Failure to Prevent Accidents and Ensure Dietary Supervision
Penalty
Summary
The facility failed to adequately assess a resident following an unwitnessed fall and did not provide sufficient supervision to prevent another resident from consuming food not included in their prescribed diet. In the first incident, a resident with diagnoses including paranoid schizophrenia, major depressive disorder, and pseudobulbar affect, who was cognitively intact and required supervision for ADLs, was found lying on the ground near the nurse’s station with her walker beside her. A housekeeper assisted the resident off the floor without notifying nursing staff, and the LPN on duty was unaware of the incident until informed by the surveyor. The required post-fall assessment and reporting procedures were not initiated immediately following the event. In the second incident, a resident with Alzheimer’s disease, dementia, oropharyngeal dysphagia, and schizoaffective disorder, who was on a pureed diet, was observed taking and consuming regular texture food from other residents’ trays on multiple occasions. Despite documentation of repeated incidents where the resident took food from trays or the trash and consumed it, staff interventions were limited to verbal redirection and education. During an observation, the resident was able to access the tray cart, remove bacon from another resident’s tray, and begin eating it before being stopped by a staff member.
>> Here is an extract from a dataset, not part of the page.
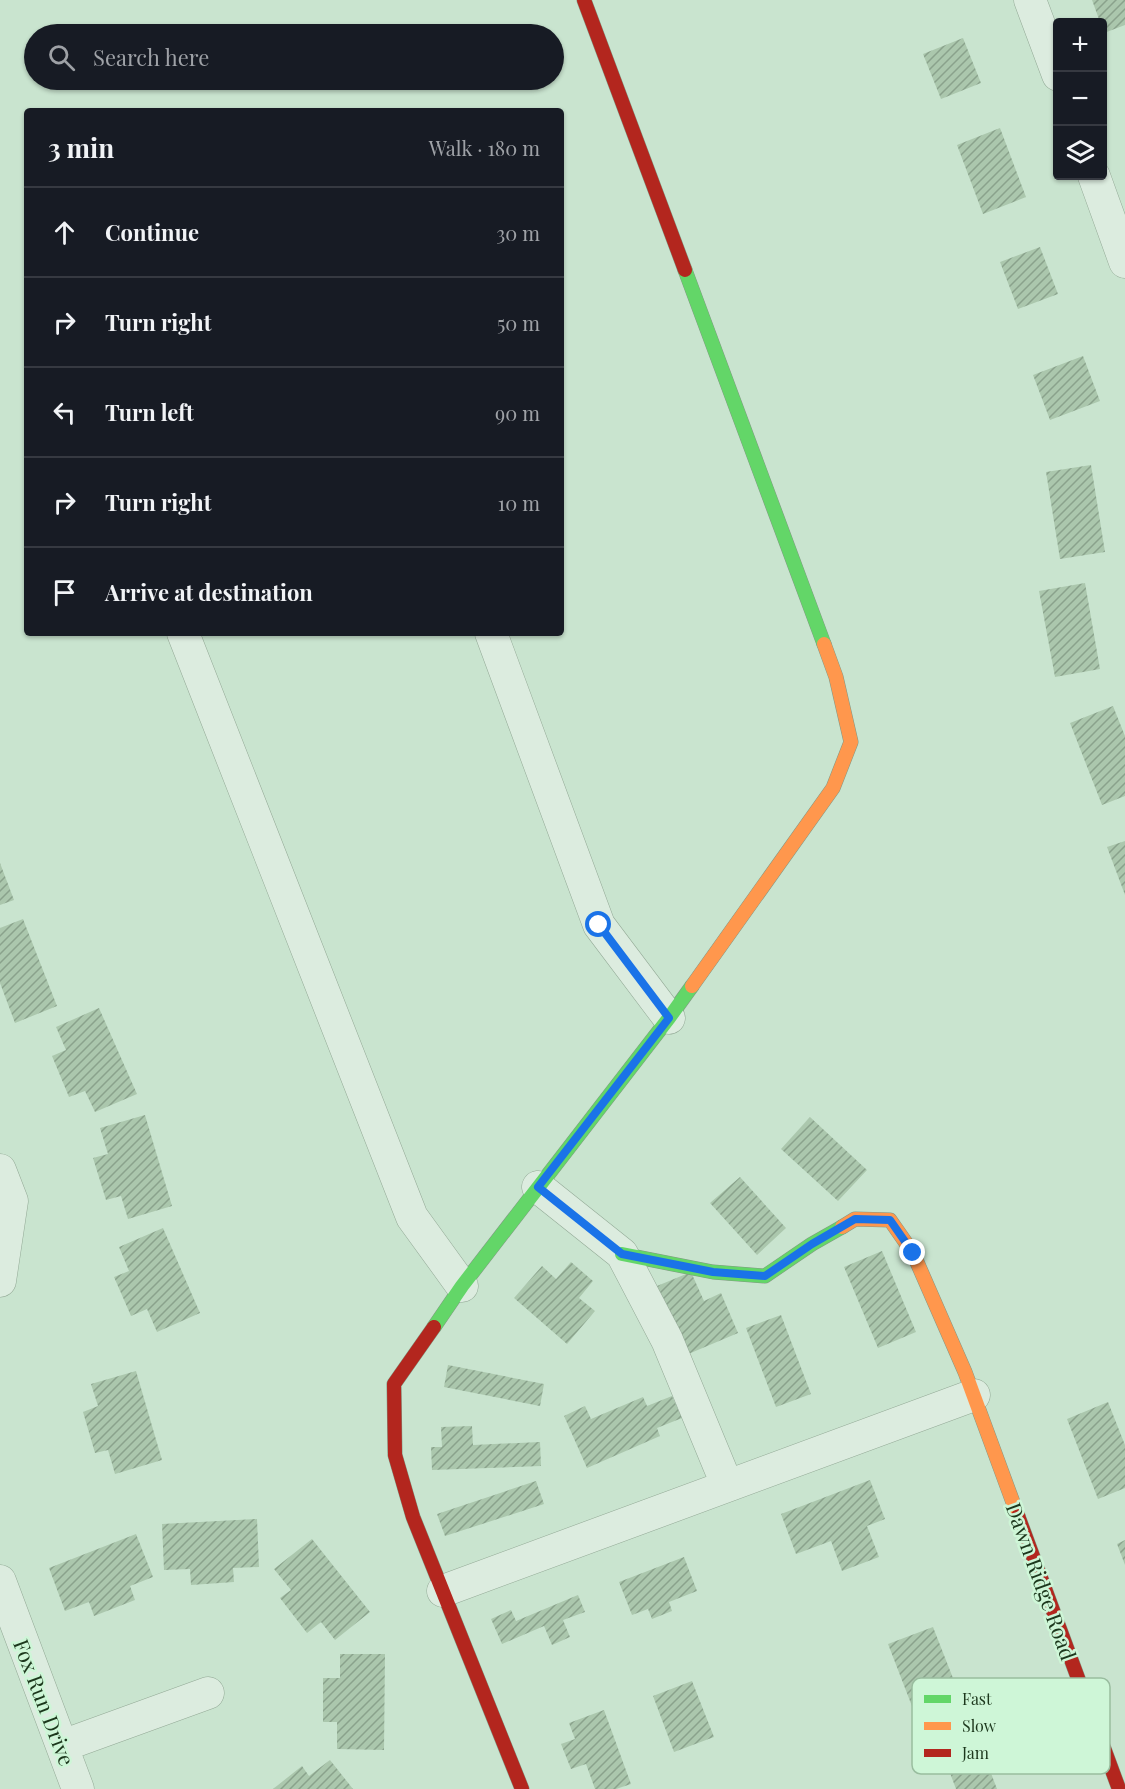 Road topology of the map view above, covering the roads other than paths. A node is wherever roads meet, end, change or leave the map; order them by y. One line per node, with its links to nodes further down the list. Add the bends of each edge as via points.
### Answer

Interviews confirmed that staff were aware of the resident’s behavior but had not implemented additional interventions to prevent access to inappropriate foods. Both incidents demonstrate a lack of adequate supervision and failure to follow established protocols for resident safety and dietary management. The facility did not ensure that staff were consistently monitoring residents at risk for falls or for consuming foods not aligned with their prescribed diets, resulting in deficiencies affecting two residents reviewed for accidents.